REQUIRED ACTION
All records, minus the pictures: write them out exactly.
________
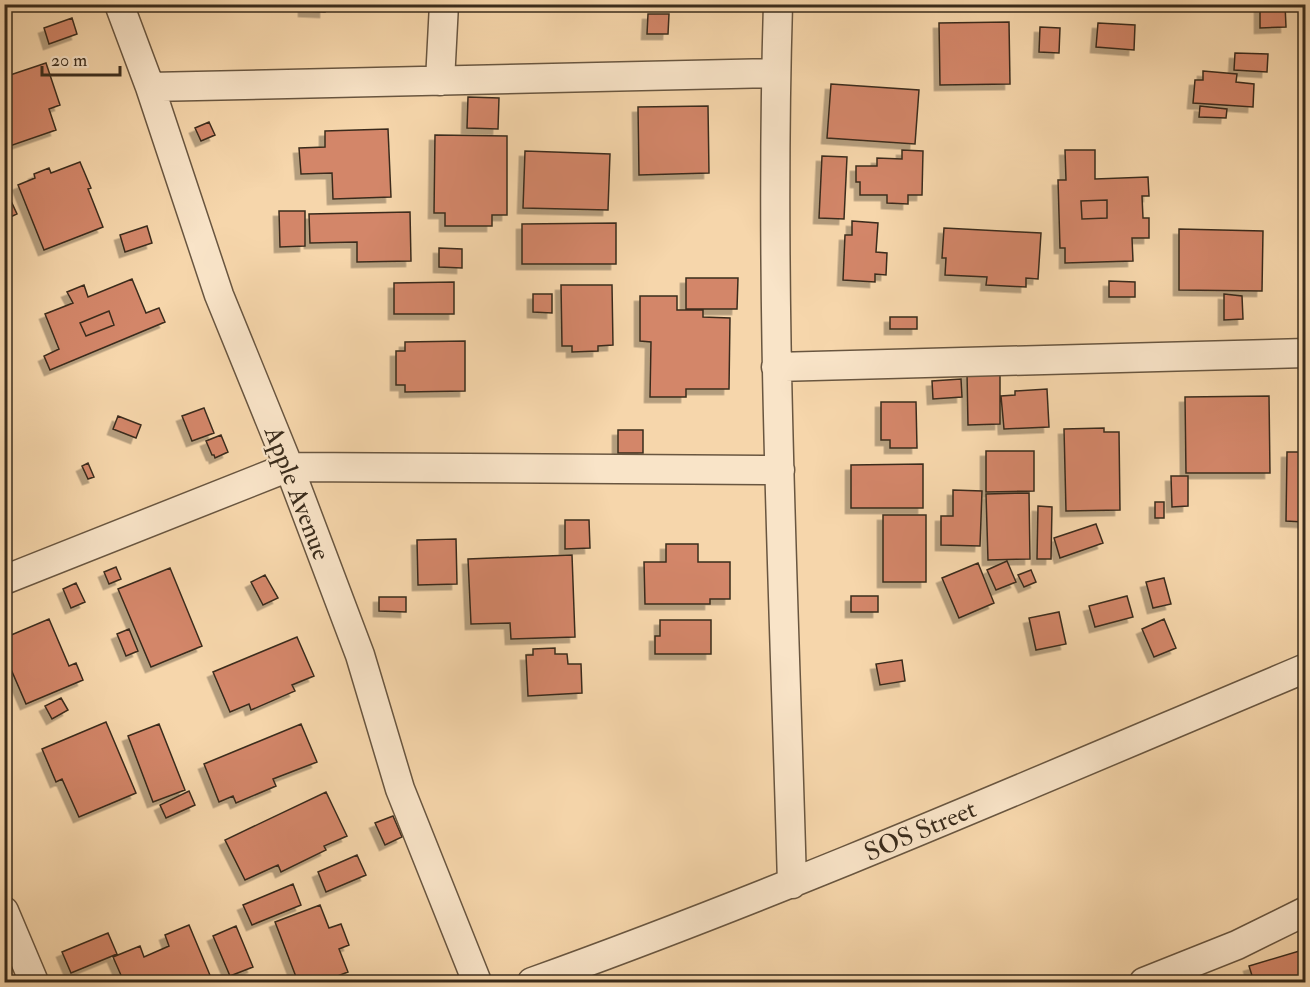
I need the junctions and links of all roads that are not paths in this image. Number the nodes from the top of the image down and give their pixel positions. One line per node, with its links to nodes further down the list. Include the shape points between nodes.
1 (118, 4): 6 (street, Apple Avenue)
2 (444, 4): 5 (street)
3 (778, 4): 4 (street)
4 (776, 73): 5 (street); 8 (street)
5 (440, 81): 6 (street)
6 (150, 87): 9 (street, Apple Avenue, via 219,295)
7 (1305, 352): 8 (street)
8 (776, 368): 10 (street)
9 (289, 467): 10 (street); 11 (street); 17 (street, Apple Avenue, via 360,656 400,789)
10 (780, 470): 13 (street)
11 (4, 580)
12 (1305, 668): 13 (street, SOS Street)
13 (792, 884): 18 (street, SOS Street)
14 (4, 911): 16 (street)
15 (1305, 911): 19 (street, via 1237,945)
16 (34, 982)
17 (477, 982)
18 (531, 982)
19 (1144, 982)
________
SOLVED PROBLEM
I need the junctions and links of all roads that are not paths in this image. Number the nodes from the top of the image down and give their pixel positions. One line per node, with its links to nodes further down the list. Include the shape points between nodes.
1 (118, 4): 6 (street, Apple Avenue)
2 (444, 4): 5 (street)
3 (778, 4): 4 (street)
4 (776, 73): 5 (street); 8 (street)
5 (440, 81): 6 (street)
6 (150, 87): 9 (street, Apple Avenue, via 219,295)
7 (1305, 352): 8 (street)
8 (776, 368): 10 (street)
9 (289, 467): 10 (street); 11 (street); 17 (street, Apple Avenue, via 360,656 400,789)
10 (780, 470): 13 (street)
11 (4, 580)
12 (1305, 668): 13 (street, SOS Street)
13 (792, 884): 18 (street, SOS Street)
14 (4, 911): 16 (street)
15 (1305, 911): 19 (street, via 1237,945)
16 (34, 982)
17 (477, 982)
18 (531, 982)
19 (1144, 982)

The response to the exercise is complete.